Kolkata Corona Update: Slums account for 15% of Covid-19 cases in Kolkata; KMC report | Kolkata News


KOLKATA: About 15% of the Covid-19 cases in Kolkata are from slums and the remaining from high-rises and standalone houses, a KMC report submitted to Nabanna has said. The pattern throws up a curious contrast given the fact that a third of the city lives in slums, the most densely populated among these spread across 27 KMC wards. It also reverses an early April trend in which slums accounted for the most positive cases in Kolkata.
A separate KMC daily report for June 27 also bears out this trend: on that day, 14 of the 128 people who tested positive were from slums. Not more than two cases were from the slums in Lockgate, Ultadanga and Dhapa, although six people refused to provide their details.
Between May 6 and June 27, KMC collected 14,008 random swab samples, a bulk of these from the slums, and 267 of these were found to be positive, the report submitted to the government shows. This indicates that the percentage of positive cases out of the samples tested was 1.9% compared to the Bengal average of 3.6%.
According to KMC officials, extensive micro-planning helped contain the spread in the slums, from the Belgachhia outbreak in early April to the late-June cluster outbreak in Bagbazar. This is borne out by the sample positivity rates in these affected zones where, for the last month-and-a-half, KMC mobile units have been picking up over 50 swab samples every day and getting these tested at SSKM hospital.
The Belgachhia containment model that was adopted elsewhere had involved extensive contact tracing
, strict restriction on movement, especially of asymptomatic direct contacts of hospitalised Covid patients who were provided doorstep delivery of essentials by police and civic staff, and door-to-door SARI and ILI surveillance. Belgachhia is the city’s largest slum and home to over 50,000 people.
Shantanu Sen, MP and adviser to KMC, said: “We have been conducting intensive micro-surveillance for the past three weeks. Seventeen slums have been identified as special cases. The idea is to identify and treat ILI and SARI cases early. The viral load must be reduced. If that is done, the caseload will automatically reduce. HCQ is being used for its prophylactic properties.
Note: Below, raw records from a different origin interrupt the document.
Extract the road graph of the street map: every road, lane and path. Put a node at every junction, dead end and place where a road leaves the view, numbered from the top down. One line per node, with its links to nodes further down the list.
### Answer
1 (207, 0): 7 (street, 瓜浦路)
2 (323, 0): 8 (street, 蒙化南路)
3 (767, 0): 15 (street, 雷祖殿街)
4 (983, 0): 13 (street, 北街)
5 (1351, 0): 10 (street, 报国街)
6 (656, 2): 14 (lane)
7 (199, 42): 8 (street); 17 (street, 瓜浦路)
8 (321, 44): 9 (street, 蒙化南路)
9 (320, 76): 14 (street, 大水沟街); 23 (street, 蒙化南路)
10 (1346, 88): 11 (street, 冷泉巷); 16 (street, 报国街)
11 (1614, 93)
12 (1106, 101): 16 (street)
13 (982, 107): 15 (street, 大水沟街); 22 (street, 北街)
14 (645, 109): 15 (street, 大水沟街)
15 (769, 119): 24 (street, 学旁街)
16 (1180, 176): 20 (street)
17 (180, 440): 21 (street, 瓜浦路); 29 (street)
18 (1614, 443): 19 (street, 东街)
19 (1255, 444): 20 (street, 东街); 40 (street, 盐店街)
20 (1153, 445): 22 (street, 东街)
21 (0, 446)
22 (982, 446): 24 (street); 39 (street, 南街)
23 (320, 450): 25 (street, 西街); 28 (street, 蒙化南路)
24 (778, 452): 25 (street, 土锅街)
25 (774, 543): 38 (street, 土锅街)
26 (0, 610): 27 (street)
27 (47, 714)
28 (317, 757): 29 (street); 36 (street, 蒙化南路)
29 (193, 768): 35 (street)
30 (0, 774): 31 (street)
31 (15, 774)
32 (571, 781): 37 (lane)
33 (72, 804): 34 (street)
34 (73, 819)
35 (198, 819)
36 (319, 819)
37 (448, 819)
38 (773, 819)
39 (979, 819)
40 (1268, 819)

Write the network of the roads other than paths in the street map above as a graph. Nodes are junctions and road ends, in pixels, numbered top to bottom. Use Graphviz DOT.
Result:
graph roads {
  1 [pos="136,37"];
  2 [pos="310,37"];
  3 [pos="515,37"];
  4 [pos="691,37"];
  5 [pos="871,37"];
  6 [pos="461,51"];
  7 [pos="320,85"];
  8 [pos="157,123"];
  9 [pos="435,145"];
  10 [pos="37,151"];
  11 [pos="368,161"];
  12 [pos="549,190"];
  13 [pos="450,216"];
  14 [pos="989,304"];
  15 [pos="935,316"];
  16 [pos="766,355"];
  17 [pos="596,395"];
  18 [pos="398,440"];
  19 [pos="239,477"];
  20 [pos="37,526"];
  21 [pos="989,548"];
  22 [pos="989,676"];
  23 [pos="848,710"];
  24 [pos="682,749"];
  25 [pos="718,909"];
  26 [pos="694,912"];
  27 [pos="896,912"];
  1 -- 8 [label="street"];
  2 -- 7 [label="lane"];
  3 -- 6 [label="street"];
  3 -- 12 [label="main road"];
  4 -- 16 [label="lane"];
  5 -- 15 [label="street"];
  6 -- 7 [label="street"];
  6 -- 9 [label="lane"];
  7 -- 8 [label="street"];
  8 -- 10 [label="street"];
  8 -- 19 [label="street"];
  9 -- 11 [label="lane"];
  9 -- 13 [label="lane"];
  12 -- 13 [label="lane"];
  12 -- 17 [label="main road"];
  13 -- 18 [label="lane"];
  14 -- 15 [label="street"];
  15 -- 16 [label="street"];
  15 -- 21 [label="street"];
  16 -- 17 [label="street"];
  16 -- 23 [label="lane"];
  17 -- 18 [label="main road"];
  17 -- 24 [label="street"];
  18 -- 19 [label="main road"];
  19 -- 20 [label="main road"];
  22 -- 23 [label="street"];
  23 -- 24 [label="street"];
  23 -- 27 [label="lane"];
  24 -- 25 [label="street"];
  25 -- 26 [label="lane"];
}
We aim to bring down the slum cases further.”
Sen, a former IMA president, added that people in the slums were being “extremely cooperative”.
Given the shared amenities – a single drinking water outlet catering to nearly eight slum households and 5-8 people cramming into a single unit – home isolation of Covid positive patients in slums will be counter-productive, health officials realised. Positive cases are, therefore, being sent to government quarantine facilities in Rajarhat and Baltikuri in Howrah.
“There was some resistance initially but now we sense a lot of cooperation and acceptance that this is for their own good,” Sanjay Thade, KMC’s nodal officer for Covid, said.
According to health officials, surveillance teams have already visited 18.46 lakh households — some houses more than once — and 750 dedicated teams are providing medicines at these houses. The KMC has provided HCQs to 32,435 persons and homeopathic medicine to another 14,000 who have requested for it, including those in home-quarantine.